I was a Gawker fangirl, and laughed at things like “20 percent nicer,” and was enraged at things like Gamergate, and cried when it shut down, despite never having met anyone who worked there. I don’t say that with any pretension that it might make me sound cool, or that the people who worked there won’t find it excruciatingly embarrassing. I say that simply to convey what I think motivated many people who signed up to work here even after the sale to Univision: I wanted to be part of, and to help preserve, the reason this media company deserves to exist.

The owners of media companies run them to make money. The people who work there often don’t even make good money, and they certainly don’t go to work every day to Increase Productivity, Generate Revenue, or Grow Audiences. They go to do journalism, to uncover the truth, or to do some good-ass blogs. The funny thing is, it tends to be the decisions that most interfere with those missions that fuck media companies up: Pivoting to video because some other CEO dickwad said it’s the hot new thing, or requiring journalists to churn out SEO chum that confuses and alienates the established audience, or loading the site with ads that make it impossible for readers to even stay on the page. Journalism shouldn’t have to be profitable to be good, but it can be both a little profitable and good. It can’t be 50 percent returns on investment and good.

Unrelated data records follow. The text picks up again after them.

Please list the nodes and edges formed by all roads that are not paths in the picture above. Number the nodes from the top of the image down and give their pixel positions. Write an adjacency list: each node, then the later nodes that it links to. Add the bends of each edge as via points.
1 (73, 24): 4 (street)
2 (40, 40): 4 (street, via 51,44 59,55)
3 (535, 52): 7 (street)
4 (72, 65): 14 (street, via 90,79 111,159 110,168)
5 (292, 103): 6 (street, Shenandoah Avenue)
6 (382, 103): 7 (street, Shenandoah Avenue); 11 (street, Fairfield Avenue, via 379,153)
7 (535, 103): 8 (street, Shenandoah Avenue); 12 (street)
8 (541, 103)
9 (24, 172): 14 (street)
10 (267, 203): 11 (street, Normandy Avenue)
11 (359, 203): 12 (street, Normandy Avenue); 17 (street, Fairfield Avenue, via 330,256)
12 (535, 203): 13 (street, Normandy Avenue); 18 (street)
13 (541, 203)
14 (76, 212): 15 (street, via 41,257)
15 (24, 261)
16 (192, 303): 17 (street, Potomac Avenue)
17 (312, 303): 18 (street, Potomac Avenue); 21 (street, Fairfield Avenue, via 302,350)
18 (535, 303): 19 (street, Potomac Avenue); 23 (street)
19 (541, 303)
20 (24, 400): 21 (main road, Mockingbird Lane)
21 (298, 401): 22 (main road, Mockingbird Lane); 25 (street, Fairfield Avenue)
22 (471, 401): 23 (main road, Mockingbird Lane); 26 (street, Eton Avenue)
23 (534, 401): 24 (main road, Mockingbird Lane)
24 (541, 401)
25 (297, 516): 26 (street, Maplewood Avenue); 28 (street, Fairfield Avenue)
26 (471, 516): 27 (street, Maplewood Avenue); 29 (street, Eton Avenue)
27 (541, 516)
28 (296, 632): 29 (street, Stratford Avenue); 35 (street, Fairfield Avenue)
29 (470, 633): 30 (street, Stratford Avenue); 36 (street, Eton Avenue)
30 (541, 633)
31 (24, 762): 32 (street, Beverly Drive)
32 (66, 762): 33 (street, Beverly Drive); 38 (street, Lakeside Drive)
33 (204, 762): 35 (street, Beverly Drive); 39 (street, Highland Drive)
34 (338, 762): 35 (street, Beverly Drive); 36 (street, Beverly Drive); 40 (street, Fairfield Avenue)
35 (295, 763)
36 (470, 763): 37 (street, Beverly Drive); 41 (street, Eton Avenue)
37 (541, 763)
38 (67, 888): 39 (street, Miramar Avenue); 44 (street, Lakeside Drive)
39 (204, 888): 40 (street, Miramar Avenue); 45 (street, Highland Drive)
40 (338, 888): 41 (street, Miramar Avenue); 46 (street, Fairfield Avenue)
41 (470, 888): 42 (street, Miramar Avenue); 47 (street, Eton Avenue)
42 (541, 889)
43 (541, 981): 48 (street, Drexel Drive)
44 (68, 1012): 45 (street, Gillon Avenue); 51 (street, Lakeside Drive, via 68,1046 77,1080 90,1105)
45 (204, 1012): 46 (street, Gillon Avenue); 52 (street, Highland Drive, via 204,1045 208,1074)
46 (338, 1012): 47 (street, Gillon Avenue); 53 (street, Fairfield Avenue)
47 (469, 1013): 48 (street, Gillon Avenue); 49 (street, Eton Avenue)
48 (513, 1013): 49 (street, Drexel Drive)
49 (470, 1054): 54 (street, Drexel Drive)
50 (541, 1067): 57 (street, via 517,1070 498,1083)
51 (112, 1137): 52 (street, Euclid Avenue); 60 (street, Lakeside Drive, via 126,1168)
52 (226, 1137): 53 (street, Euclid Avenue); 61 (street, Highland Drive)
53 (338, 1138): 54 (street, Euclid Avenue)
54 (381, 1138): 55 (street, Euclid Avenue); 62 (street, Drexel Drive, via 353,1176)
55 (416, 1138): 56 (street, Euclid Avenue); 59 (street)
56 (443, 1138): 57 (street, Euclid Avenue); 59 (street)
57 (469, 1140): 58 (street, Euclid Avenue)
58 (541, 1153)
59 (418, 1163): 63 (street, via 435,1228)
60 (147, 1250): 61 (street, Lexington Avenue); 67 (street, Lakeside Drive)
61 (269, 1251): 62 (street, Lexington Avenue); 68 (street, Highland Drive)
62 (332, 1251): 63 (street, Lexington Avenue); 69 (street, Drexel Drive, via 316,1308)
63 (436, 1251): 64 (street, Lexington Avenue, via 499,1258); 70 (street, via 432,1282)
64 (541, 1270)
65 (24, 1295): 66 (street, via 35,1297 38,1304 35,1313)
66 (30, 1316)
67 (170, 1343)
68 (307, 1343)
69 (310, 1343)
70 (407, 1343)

I don’t believe GMG’s wonderful staff—I’ll die before I call it G/O—could manage to overthrow capitalism in media or establish a nonprofit journalistic collective, though that would rule. But I do believe that these new owners could show one shred of common sense and not fuck with what’s made it good all along. I believe in the power of our union to resist the madness and protect each other. I believe that there’s a future for this company, which produces incredible journalism and uncompromising commentary to this day despite years of uncertainty and turmoil. I believe in Splinter, Jalopnik, Jezebel, Gizmodo, Lifehacker, Kotaku, The Root, and even Deadspin, though I don’t fully understand what they’re doing over there or why they let Barry have access to Kinja at all.

This is the first time in my career I have left an organization and not wished it would burn to the ground after I left, but instead been terribly sad and desperately hoping that things get better. I am going to miss my coworkers, even though I’m 300 miles away from most of them and really all I’m missing out on is a few of the world’s most deranged chatrooms. I am going to miss Splinter blogs. I am going to have to learn how not to swear in my posts, too, which is troubling.

I didn’t work at Gawker. But I worked at Gizmodo Media Group, an insane place with a stupid name and a brilliant staff of weirdos that I will never forget and always kind of wish I never left. Long may it live.